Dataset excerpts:
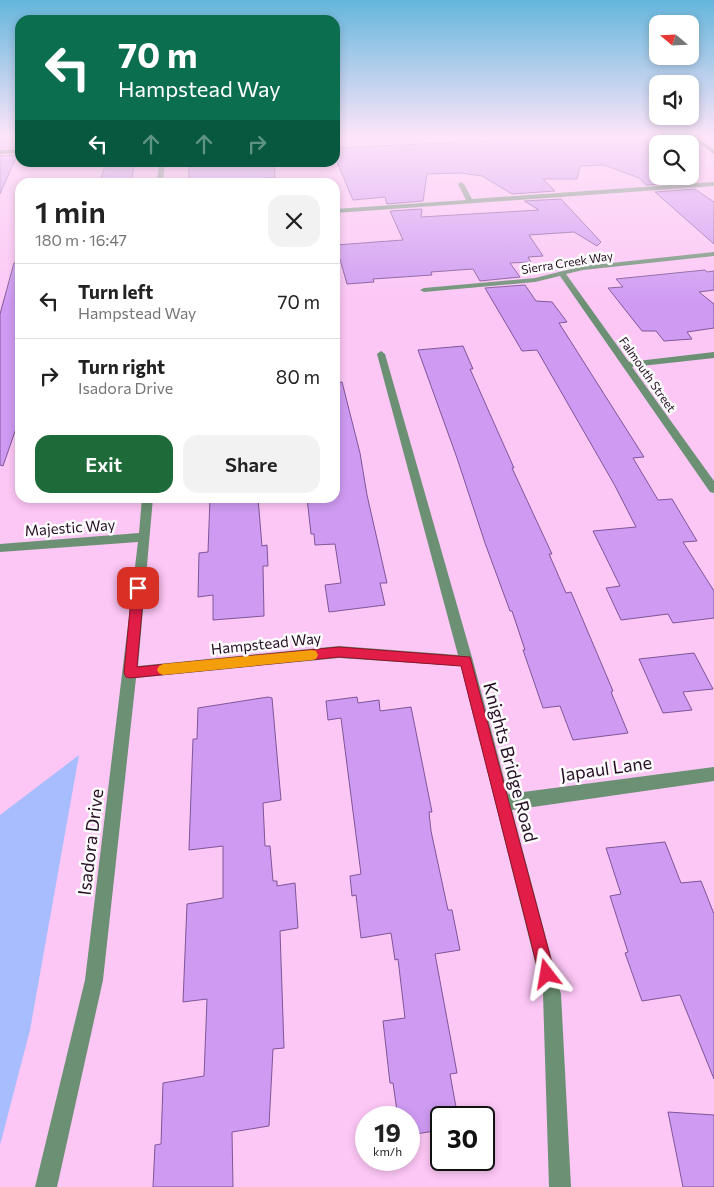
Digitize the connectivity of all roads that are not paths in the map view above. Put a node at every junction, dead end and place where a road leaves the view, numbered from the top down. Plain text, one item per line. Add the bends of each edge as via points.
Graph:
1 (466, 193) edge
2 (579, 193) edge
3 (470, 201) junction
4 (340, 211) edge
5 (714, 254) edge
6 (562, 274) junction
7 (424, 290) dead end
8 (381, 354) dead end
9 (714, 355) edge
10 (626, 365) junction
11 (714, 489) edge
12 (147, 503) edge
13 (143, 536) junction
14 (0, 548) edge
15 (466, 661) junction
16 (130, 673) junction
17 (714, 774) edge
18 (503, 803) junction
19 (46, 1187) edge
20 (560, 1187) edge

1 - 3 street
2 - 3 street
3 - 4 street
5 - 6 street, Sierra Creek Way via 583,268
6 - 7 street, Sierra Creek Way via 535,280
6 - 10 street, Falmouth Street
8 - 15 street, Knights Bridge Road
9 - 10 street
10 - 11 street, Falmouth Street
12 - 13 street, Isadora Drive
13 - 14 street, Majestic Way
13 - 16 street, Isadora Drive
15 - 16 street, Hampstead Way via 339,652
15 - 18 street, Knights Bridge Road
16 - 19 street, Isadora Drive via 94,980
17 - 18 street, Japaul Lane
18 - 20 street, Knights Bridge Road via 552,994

*Try it*.
Copy out the preceding entries without a single change, leaving out the pictures.

*Answer section*.
Digitize the connectivity of all roads that are not paths in the map view above. Put a node at every junction, dead end and place where a road leaves the view, numbered from the top down. Plain text, one item per line. Add the bends of each edge as via points.
Graph:
1 (466, 193) edge
2 (579, 193) edge
3 (470, 201) junction
4 (340, 211) edge
5 (714, 254) edge
6 (562, 274) junction
7 (424, 290) dead end
8 (381, 354) dead end
9 (714, 355) edge
10 (626, 365) junction
11 (714, 489) edge
12 (147, 503) edge
13 (143, 536) junction
14 (0, 548) edge
15 (466, 661) junction
16 (130, 673) junction
17 (714, 774) edge
18 (503, 803) junction
19 (46, 1187) edge
20 (560, 1187) edge

1 - 3 street
2 - 3 street
3 - 4 street
5 - 6 street, Sierra Creek Way via 583,268
6 - 7 street, Sierra Creek Way via 535,280
6 - 10 street, Falmouth Street
8 - 15 street, Knights Bridge Road
9 - 10 street
10 - 11 street, Falmouth Street
12 - 13 street, Isadora Drive
13 - 14 street, Majestic Way
13 - 16 street, Isadora Drive
15 - 16 street, Hampstead Way via 339,652
15 - 18 street, Knights Bridge Road
16 - 19 street, Isadora Drive via 94,980
17 - 18 street, Japaul Lane
18 - 20 street, Knights Bridge Road via 552,994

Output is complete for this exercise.